RECORDS FOR THE EXERCISE

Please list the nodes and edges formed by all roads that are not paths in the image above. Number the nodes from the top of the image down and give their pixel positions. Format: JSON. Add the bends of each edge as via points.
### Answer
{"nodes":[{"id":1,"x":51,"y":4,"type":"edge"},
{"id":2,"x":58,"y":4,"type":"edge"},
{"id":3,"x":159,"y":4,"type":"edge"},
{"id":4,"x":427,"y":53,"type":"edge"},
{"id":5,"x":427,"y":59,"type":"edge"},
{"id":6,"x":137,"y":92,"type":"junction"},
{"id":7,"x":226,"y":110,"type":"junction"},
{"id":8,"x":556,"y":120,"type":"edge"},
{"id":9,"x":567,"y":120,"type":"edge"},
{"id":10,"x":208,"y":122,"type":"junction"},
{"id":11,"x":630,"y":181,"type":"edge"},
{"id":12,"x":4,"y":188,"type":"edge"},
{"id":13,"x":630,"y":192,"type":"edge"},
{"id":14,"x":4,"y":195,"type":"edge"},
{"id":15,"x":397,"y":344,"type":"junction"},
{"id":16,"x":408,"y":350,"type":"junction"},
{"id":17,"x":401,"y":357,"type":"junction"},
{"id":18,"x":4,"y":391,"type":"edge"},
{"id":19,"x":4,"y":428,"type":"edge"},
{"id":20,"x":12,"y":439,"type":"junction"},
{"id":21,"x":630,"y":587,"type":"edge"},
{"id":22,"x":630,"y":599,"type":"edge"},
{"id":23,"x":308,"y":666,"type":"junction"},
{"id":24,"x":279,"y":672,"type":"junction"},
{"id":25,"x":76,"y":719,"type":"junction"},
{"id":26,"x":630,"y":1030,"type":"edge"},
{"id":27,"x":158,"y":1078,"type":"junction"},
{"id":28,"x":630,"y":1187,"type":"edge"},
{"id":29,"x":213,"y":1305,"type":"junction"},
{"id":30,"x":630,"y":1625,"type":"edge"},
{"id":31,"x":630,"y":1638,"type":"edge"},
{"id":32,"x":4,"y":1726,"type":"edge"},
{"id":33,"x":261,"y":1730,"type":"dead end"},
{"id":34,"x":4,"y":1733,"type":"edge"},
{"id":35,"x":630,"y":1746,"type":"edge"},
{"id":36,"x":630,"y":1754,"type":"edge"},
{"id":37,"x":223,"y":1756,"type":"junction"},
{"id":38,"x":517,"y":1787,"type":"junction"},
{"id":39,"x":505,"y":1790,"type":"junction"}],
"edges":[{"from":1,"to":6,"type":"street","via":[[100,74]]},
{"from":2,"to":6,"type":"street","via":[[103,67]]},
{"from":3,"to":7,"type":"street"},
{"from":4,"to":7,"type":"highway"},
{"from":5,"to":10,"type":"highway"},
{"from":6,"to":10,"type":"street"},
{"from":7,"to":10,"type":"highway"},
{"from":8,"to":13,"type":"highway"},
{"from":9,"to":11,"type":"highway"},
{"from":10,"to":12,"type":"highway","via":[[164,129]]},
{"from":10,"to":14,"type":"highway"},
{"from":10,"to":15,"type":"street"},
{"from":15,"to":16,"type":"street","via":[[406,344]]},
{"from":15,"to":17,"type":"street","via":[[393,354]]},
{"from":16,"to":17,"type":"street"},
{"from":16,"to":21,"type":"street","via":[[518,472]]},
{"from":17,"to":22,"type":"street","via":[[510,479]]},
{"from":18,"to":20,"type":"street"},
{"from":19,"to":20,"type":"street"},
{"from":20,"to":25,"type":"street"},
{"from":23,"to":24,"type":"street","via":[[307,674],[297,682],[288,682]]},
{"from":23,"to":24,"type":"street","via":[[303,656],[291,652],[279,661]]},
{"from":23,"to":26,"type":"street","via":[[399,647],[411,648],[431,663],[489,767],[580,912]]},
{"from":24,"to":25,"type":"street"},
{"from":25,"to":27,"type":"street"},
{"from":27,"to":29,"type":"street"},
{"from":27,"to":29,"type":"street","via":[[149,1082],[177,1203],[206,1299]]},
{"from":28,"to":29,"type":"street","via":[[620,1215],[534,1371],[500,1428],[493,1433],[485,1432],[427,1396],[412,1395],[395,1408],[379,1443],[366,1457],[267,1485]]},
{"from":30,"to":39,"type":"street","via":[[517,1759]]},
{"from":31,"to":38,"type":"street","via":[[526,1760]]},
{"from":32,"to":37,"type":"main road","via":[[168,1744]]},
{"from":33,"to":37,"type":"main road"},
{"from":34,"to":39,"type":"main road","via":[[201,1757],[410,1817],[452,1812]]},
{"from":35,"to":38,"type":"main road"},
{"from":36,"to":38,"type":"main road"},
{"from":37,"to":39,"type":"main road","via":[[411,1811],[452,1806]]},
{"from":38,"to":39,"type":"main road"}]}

EXERCISE INSTRUCTIONS
Scan the listing above and copy all lines containing the word "edges".

EXERCISE SOLUTION
Please list the nodes and edges formed by all roads that are not paths in the image above. Number the nodes from the top of the image down and give their pixel positions. Format: JSON. Add the bends of each edge as via points.
"edges":[{"from":1,"to":6,"type":"street","via":[[100,74]]},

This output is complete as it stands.